§ Source data
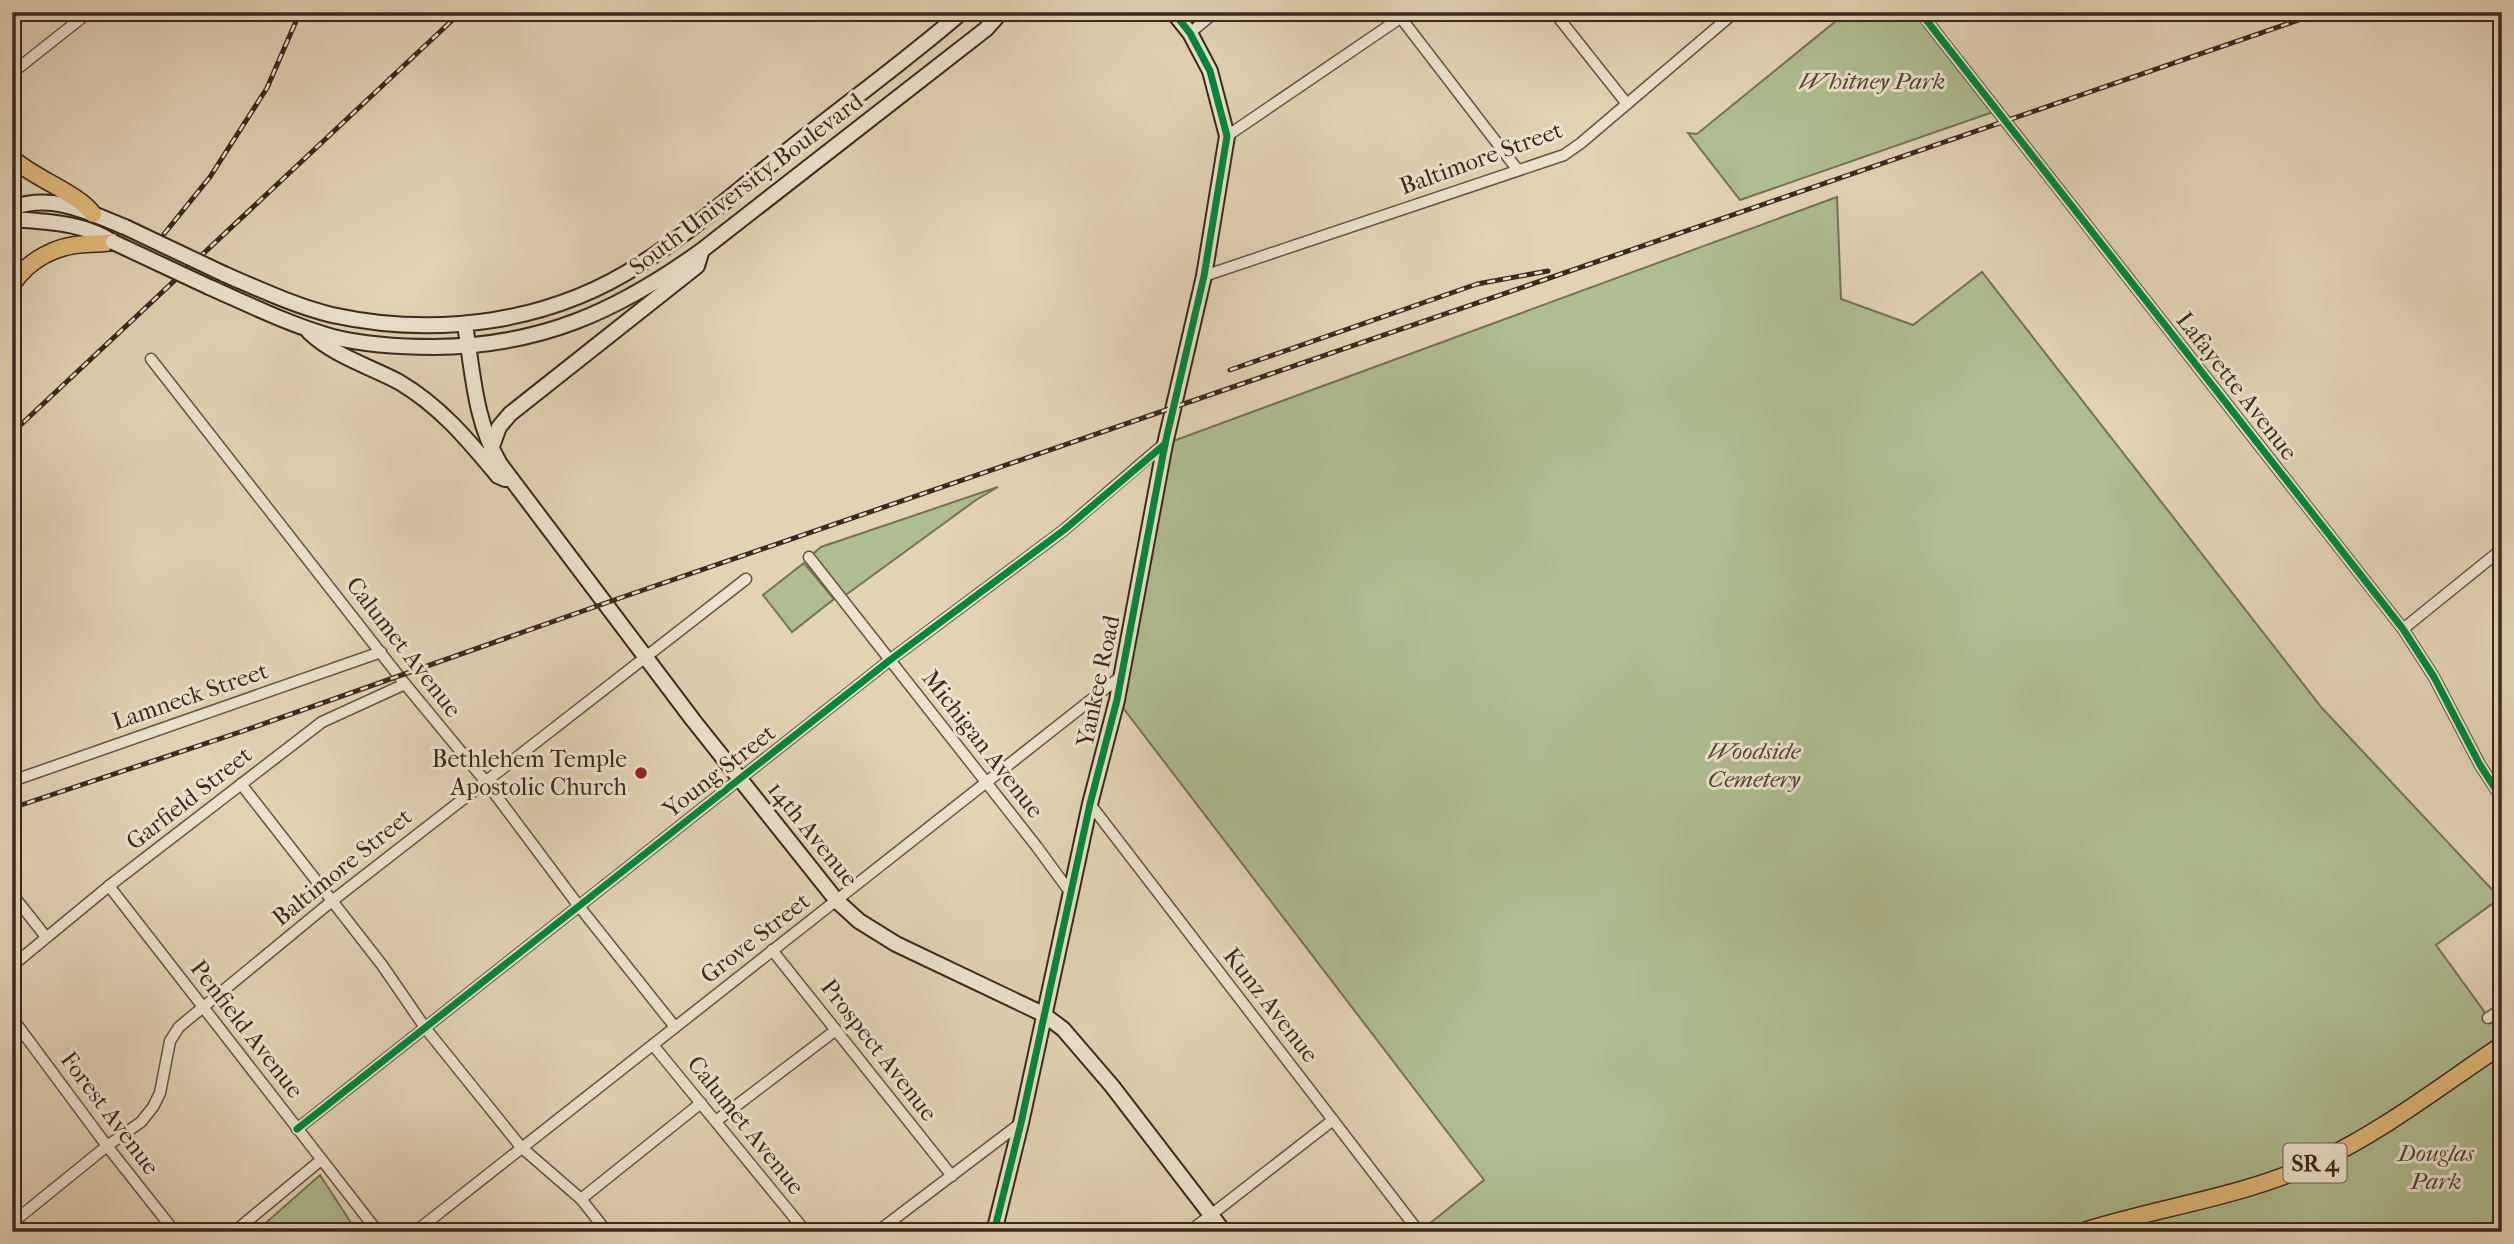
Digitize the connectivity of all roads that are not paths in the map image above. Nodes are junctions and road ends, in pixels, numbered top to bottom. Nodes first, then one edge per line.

---

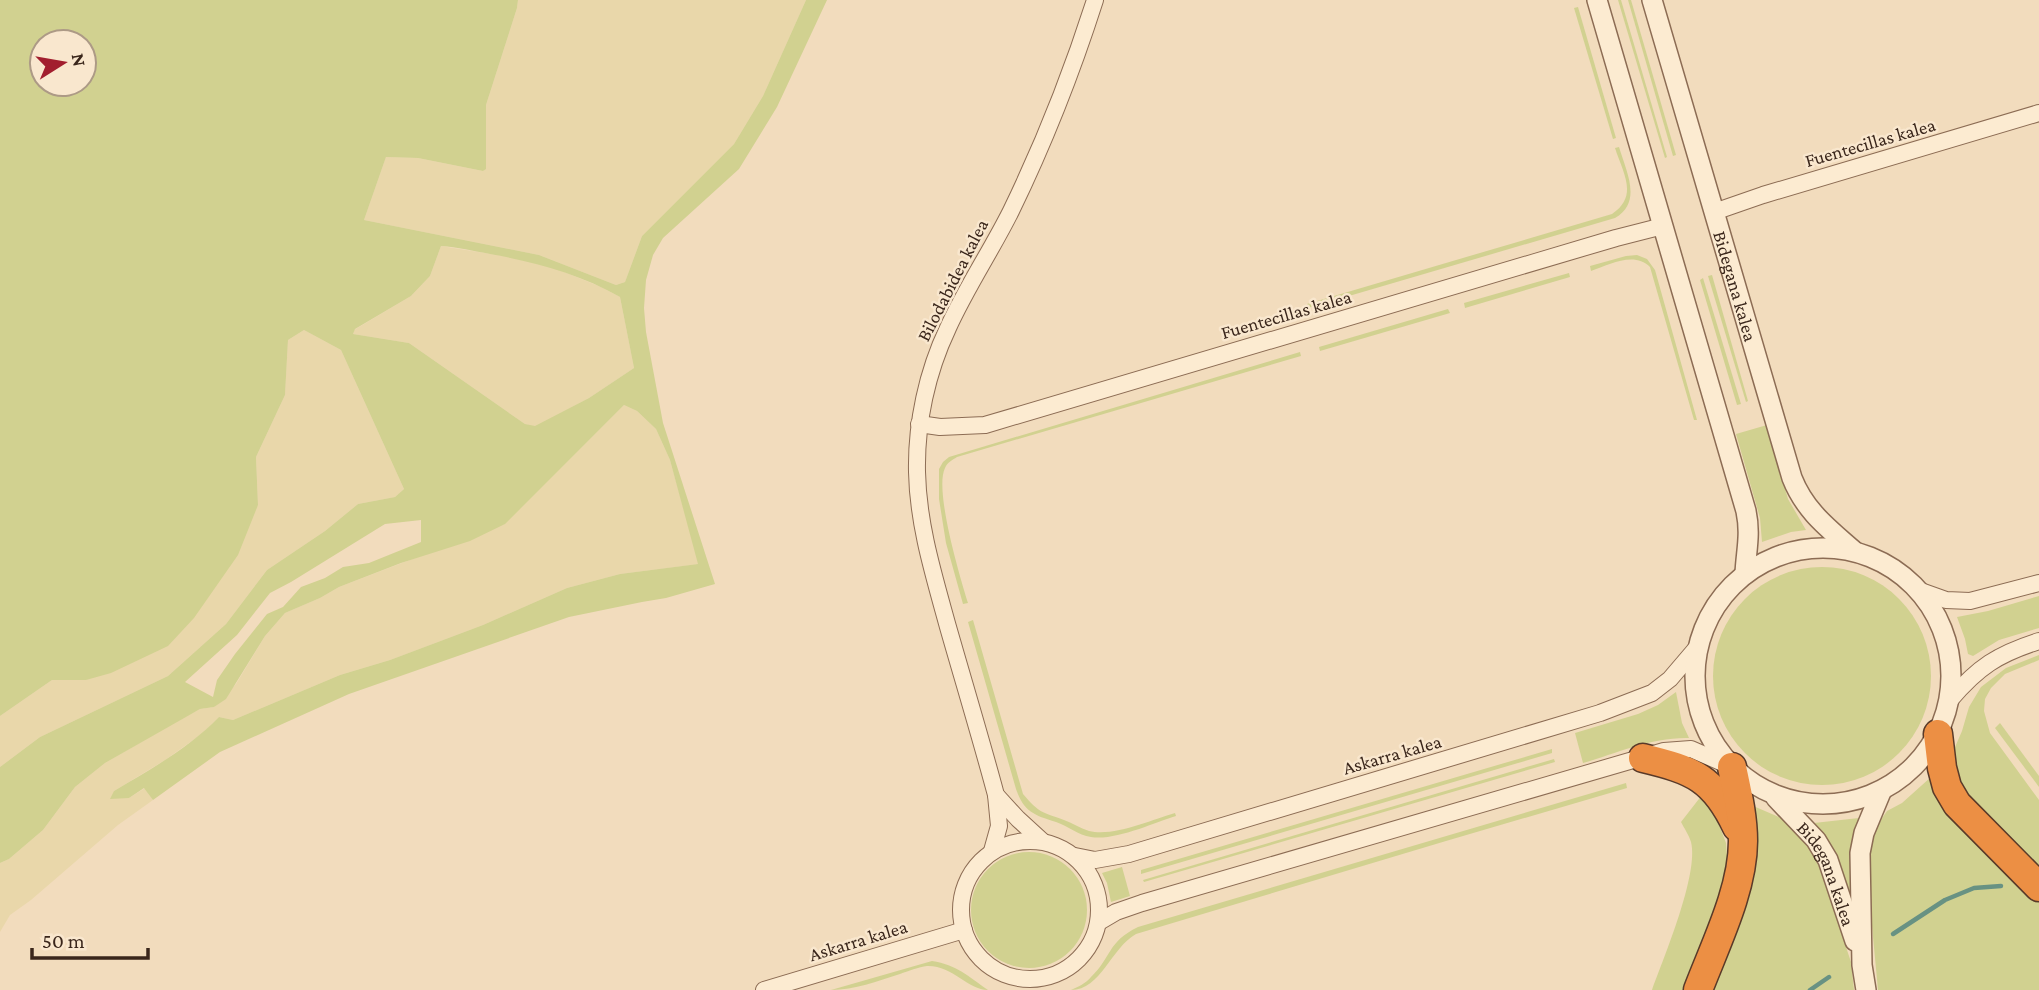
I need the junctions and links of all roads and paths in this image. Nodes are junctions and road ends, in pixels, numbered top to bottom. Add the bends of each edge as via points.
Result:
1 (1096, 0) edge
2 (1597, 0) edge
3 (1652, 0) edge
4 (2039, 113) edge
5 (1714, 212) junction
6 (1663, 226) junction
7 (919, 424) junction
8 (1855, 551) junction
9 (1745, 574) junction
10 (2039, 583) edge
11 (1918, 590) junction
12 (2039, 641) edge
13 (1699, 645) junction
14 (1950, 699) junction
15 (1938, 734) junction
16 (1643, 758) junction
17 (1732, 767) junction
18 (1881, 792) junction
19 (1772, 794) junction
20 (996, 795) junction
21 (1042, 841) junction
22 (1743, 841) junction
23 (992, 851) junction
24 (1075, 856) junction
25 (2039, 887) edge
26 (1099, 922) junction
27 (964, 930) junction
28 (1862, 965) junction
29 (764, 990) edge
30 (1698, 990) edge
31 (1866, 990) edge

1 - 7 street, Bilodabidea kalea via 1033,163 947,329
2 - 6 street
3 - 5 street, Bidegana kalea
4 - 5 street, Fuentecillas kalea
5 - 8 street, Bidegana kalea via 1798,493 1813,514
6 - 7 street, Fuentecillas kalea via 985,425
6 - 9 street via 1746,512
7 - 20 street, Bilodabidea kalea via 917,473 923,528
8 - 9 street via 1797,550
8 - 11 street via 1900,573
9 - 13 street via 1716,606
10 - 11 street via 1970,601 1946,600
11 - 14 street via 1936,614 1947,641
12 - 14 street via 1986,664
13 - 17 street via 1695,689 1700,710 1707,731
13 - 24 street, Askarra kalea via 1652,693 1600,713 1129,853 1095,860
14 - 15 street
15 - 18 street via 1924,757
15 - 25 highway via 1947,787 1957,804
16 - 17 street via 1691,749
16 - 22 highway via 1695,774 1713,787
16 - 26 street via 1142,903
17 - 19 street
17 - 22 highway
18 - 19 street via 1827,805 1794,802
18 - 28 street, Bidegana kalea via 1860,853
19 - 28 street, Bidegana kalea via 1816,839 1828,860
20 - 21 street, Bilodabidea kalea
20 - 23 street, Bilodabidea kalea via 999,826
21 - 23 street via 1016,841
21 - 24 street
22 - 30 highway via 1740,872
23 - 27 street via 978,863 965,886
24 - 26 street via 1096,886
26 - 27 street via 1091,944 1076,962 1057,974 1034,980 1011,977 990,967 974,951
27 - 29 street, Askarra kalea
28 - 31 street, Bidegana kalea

§ Problem statement
Say how many lines in the records hold "bottom", with the number as the whole reply.

§ Answer to this task
2